Segment Start: Provided entries

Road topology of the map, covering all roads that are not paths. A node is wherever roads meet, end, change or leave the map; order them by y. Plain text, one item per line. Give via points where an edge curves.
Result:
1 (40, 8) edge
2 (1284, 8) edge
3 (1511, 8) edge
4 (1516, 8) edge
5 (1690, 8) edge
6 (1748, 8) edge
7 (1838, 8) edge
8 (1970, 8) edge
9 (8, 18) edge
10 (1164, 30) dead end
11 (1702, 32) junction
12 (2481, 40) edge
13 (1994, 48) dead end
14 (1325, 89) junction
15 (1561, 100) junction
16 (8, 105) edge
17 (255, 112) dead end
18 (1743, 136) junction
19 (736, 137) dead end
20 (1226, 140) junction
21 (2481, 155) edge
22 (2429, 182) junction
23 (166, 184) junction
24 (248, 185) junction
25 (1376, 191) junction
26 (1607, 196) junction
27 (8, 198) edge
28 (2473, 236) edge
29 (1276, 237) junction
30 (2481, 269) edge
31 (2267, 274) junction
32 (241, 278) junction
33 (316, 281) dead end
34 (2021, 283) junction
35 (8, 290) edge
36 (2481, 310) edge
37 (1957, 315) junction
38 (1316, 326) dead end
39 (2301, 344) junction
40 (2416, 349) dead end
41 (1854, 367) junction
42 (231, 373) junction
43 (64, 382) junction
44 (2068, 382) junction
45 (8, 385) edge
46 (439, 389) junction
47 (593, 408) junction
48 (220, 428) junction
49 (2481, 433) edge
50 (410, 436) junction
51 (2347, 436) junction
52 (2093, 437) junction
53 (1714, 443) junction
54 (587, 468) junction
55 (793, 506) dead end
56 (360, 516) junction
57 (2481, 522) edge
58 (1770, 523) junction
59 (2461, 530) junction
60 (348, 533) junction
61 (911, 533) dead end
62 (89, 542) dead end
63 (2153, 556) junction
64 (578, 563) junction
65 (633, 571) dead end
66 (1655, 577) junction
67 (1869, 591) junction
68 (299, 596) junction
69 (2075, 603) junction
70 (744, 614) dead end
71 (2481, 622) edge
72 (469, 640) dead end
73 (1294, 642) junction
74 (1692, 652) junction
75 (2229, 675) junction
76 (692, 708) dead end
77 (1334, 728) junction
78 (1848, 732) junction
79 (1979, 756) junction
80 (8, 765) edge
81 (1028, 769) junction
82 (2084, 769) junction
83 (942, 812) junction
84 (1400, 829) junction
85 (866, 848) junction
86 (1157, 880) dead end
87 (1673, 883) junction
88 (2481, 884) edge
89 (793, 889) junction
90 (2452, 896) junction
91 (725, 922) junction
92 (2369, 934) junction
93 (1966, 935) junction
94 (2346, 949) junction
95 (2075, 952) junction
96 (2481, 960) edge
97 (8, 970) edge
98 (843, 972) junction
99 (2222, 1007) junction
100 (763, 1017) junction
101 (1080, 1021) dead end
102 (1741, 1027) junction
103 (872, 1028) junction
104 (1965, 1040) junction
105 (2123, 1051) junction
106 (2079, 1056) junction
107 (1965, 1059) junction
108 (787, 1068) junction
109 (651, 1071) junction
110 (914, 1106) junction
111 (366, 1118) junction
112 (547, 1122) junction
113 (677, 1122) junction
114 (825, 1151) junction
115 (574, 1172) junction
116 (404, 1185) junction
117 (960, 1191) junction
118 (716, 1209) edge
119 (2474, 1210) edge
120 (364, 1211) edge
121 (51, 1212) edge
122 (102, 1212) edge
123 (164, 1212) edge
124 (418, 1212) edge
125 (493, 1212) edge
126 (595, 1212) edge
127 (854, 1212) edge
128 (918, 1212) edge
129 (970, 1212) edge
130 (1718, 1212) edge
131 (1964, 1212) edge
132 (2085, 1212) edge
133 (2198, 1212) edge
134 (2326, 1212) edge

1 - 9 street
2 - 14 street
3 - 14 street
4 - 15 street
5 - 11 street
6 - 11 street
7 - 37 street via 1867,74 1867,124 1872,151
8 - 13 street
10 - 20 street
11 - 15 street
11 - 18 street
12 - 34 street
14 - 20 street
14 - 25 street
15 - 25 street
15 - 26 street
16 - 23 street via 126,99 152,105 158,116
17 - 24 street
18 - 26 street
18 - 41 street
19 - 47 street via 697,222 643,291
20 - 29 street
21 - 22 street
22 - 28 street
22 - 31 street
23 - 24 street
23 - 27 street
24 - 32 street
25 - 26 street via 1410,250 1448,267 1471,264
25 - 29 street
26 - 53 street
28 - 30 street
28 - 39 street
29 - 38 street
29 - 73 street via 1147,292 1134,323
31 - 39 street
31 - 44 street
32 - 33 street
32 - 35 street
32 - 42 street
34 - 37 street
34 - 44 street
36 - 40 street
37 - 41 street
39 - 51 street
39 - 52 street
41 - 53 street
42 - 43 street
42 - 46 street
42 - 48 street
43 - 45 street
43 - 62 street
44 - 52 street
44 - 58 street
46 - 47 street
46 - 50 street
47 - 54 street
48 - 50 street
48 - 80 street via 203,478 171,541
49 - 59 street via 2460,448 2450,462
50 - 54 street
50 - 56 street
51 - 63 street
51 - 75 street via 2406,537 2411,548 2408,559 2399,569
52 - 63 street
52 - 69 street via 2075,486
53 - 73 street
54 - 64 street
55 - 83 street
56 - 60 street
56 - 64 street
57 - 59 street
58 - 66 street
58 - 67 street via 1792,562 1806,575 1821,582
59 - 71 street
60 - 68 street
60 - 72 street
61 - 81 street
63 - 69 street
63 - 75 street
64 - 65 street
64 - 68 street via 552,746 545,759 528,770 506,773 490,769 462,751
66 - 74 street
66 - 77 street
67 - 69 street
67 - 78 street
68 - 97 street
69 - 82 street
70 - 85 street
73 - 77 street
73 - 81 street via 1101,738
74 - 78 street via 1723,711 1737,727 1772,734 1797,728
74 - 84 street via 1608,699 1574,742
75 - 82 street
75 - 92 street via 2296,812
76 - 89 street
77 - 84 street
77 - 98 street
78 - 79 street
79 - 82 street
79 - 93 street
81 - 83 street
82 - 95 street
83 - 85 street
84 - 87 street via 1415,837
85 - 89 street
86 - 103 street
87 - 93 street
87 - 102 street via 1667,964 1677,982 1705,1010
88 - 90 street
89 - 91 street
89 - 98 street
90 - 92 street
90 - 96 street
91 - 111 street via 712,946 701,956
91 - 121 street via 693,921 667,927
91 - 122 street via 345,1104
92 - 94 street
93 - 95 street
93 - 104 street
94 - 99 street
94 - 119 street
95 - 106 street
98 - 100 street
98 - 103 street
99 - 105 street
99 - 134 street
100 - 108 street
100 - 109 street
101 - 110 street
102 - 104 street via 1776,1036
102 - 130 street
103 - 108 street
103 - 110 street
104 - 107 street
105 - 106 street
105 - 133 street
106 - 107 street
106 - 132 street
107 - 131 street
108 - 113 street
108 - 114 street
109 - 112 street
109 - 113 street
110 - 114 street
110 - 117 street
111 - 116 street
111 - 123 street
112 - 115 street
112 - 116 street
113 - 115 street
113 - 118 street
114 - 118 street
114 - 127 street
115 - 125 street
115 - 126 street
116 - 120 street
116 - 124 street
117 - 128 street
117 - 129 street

Segment End: Provided entries

# [Action item]
Word for word, write out all of the entries again.

# [Response to the exercise]
Road topology of the map, covering all roads that are not paths. A node is wherever roads meet, end, change or leave the map; order them by y. Plain text, one item per line. Give via points where an edge curves.
Result:
1 (40, 8) edge
2 (1284, 8) edge
3 (1511, 8) edge
4 (1516, 8) edge
5 (1690, 8) edge
6 (1748, 8) edge
7 (1838, 8) edge
8 (1970, 8) edge
9 (8, 18) edge
10 (1164, 30) dead end
11 (1702, 32) junction
12 (2481, 40) edge
13 (1994, 48) dead end
14 (1325, 89) junction
15 (1561, 100) junction
16 (8, 105) edge
17 (255, 112) dead end
18 (1743, 136) junction
19 (736, 137) dead end
20 (1226, 140) junction
21 (2481, 155) edge
22 (2429, 182) junction
23 (166, 184) junction
24 (248, 185) junction
25 (1376, 191) junction
26 (1607, 196) junction
27 (8, 198) edge
28 (2473, 236) edge
29 (1276, 237) junction
30 (2481, 269) edge
31 (2267, 274) junction
32 (241, 278) junction
33 (316, 281) dead end
34 (2021, 283) junction
35 (8, 290) edge
36 (2481, 310) edge
37 (1957, 315) junction
38 (1316, 326) dead end
39 (2301, 344) junction
40 (2416, 349) dead end
41 (1854, 367) junction
42 (231, 373) junction
43 (64, 382) junction
44 (2068, 382) junction
45 (8, 385) edge
46 (439, 389) junction
47 (593, 408) junction
48 (220, 428) junction
49 (2481, 433) edge
50 (410, 436) junction
51 (2347, 436) junction
52 (2093, 437) junction
53 (1714, 443) junction
54 (587, 468) junction
55 (793, 506) dead end
56 (360, 516) junction
57 (2481, 522) edge
58 (1770, 523) junction
59 (2461, 530) junction
60 (348, 533) junction
61 (911, 533) dead end
62 (89, 542) dead end
63 (2153, 556) junction
64 (578, 563) junction
65 (633, 571) dead end
66 (1655, 577) junction
67 (1869, 591) junction
68 (299, 596) junction
69 (2075, 603) junction
70 (744, 614) dead end
71 (2481, 622) edge
72 (469, 640) dead end
73 (1294, 642) junction
74 (1692, 652) junction
75 (2229, 675) junction
76 (692, 708) dead end
77 (1334, 728) junction
78 (1848, 732) junction
79 (1979, 756) junction
80 (8, 765) edge
81 (1028, 769) junction
82 (2084, 769) junction
83 (942, 812) junction
84 (1400, 829) junction
85 (866, 848) junction
86 (1157, 880) dead end
87 (1673, 883) junction
88 (2481, 884) edge
89 (793, 889) junction
90 (2452, 896) junction
91 (725, 922) junction
92 (2369, 934) junction
93 (1966, 935) junction
94 (2346, 949) junction
95 (2075, 952) junction
96 (2481, 960) edge
97 (8, 970) edge
98 (843, 972) junction
99 (2222, 1007) junction
100 (763, 1017) junction
101 (1080, 1021) dead end
102 (1741, 1027) junction
103 (872, 1028) junction
104 (1965, 1040) junction
105 (2123, 1051) junction
106 (2079, 1056) junction
107 (1965, 1059) junction
108 (787, 1068) junction
109 (651, 1071) junction
110 (914, 1106) junction
111 (366, 1118) junction
112 (547, 1122) junction
113 (677, 1122) junction
114 (825, 1151) junction
115 (574, 1172) junction
116 (404, 1185) junction
117 (960, 1191) junction
118 (716, 1209) edge
119 (2474, 1210) edge
120 (364, 1211) edge
121 (51, 1212) edge
122 (102, 1212) edge
123 (164, 1212) edge
124 (418, 1212) edge
125 (493, 1212) edge
126 (595, 1212) edge
127 (854, 1212) edge
128 (918, 1212) edge
129 (970, 1212) edge
130 (1718, 1212) edge
131 (1964, 1212) edge
132 (2085, 1212) edge
133 (2198, 1212) edge
134 (2326, 1212) edge

1 - 9 street
2 - 14 street
3 - 14 street
4 - 15 street
5 - 11 street
6 - 11 street
7 - 37 street via 1867,74 1867,124 1872,151
8 - 13 street
10 - 20 street
11 - 15 street
11 - 18 street
12 - 34 street
14 - 20 street
14 - 25 street
15 - 25 street
15 - 26 street
16 - 23 street via 126,99 152,105 158,116
17 - 24 street
18 - 26 street
18 - 41 street
19 - 47 street via 697,222 643,291
20 - 29 street
21 - 22 street
22 - 28 street
22 - 31 street
23 - 24 street
23 - 27 street
24 - 32 street
25 - 26 street via 1410,250 1448,267 1471,264
25 - 29 street
26 - 53 street
28 - 30 street
28 - 39 street
29 - 38 street
29 - 73 street via 1147,292 1134,323
31 - 39 street
31 - 44 street
32 - 33 street
32 - 35 street
32 - 42 street
34 - 37 street
34 - 44 street
36 - 40 street
37 - 41 street
39 - 51 street
39 - 52 street
41 - 53 street
42 - 43 street
42 - 46 street
42 - 48 street
43 - 45 street
43 - 62 street
44 - 52 street
44 - 58 street
46 - 47 street
46 - 50 street
47 - 54 street
48 - 50 street
48 - 80 street via 203,478 171,541
49 - 59 street via 2460,448 2450,462
50 - 54 street
50 - 56 street
51 - 63 street
51 - 75 street via 2406,537 2411,548 2408,559 2399,569
52 - 63 street
52 - 69 street via 2075,486
53 - 73 street
54 - 64 street
55 - 83 street
56 - 60 street
56 - 64 street
57 - 59 street
58 - 66 street
58 - 67 street via 1792,562 1806,575 1821,582
59 - 71 street
60 - 68 street
60 - 72 street
61 - 81 street
63 - 69 street
63 - 75 street
64 - 65 street
64 - 68 street via 552,746 545,759 528,770 506,773 490,769 462,751
66 - 74 street
66 - 77 street
67 - 69 street
67 - 78 street
68 - 97 street
69 - 82 street
70 - 85 street
73 - 77 street
73 - 81 street via 1101,738
74 - 78 street via 1723,711 1737,727 1772,734 1797,728
74 - 84 street via 1608,699 1574,742
75 - 82 street
75 - 92 street via 2296,812
76 - 89 street
77 - 84 street
77 - 98 street
78 - 79 street
79 - 82 street
79 - 93 street
81 - 83 street
82 - 95 street
83 - 85 street
84 - 87 street via 1415,837
85 - 89 street
86 - 103 street
87 - 93 street
87 - 102 street via 1667,964 1677,982 1705,1010
88 - 90 street
89 - 91 street
89 - 98 street
90 - 92 street
90 - 96 street
91 - 111 street via 712,946 701,956
91 - 121 street via 693,921 667,927
91 - 122 street via 345,1104
92 - 94 street
93 - 95 street
93 - 104 street
94 - 99 street
94 - 119 street
95 - 106 street
98 - 100 street
98 - 103 street
99 - 105 street
99 - 134 street
100 - 108 street
100 - 109 street
101 - 110 street
102 - 104 street via 1776,1036
102 - 130 street
103 - 108 street
103 - 110 street
104 - 107 street
105 - 106 street
105 - 133 street
106 - 107 street
106 - 132 street
107 - 131 street
108 - 113 street
108 - 114 street
109 - 112 street
109 - 113 street
110 - 114 street
110 - 117 street
111 - 116 street
111 - 123 street
112 - 115 street
112 - 116 street
113 - 115 street
113 - 118 street
114 - 118 street
114 - 127 street
115 - 125 street
115 - 126 street
116 - 120 street
116 - 124 street
117 - 128 street
117 - 129 street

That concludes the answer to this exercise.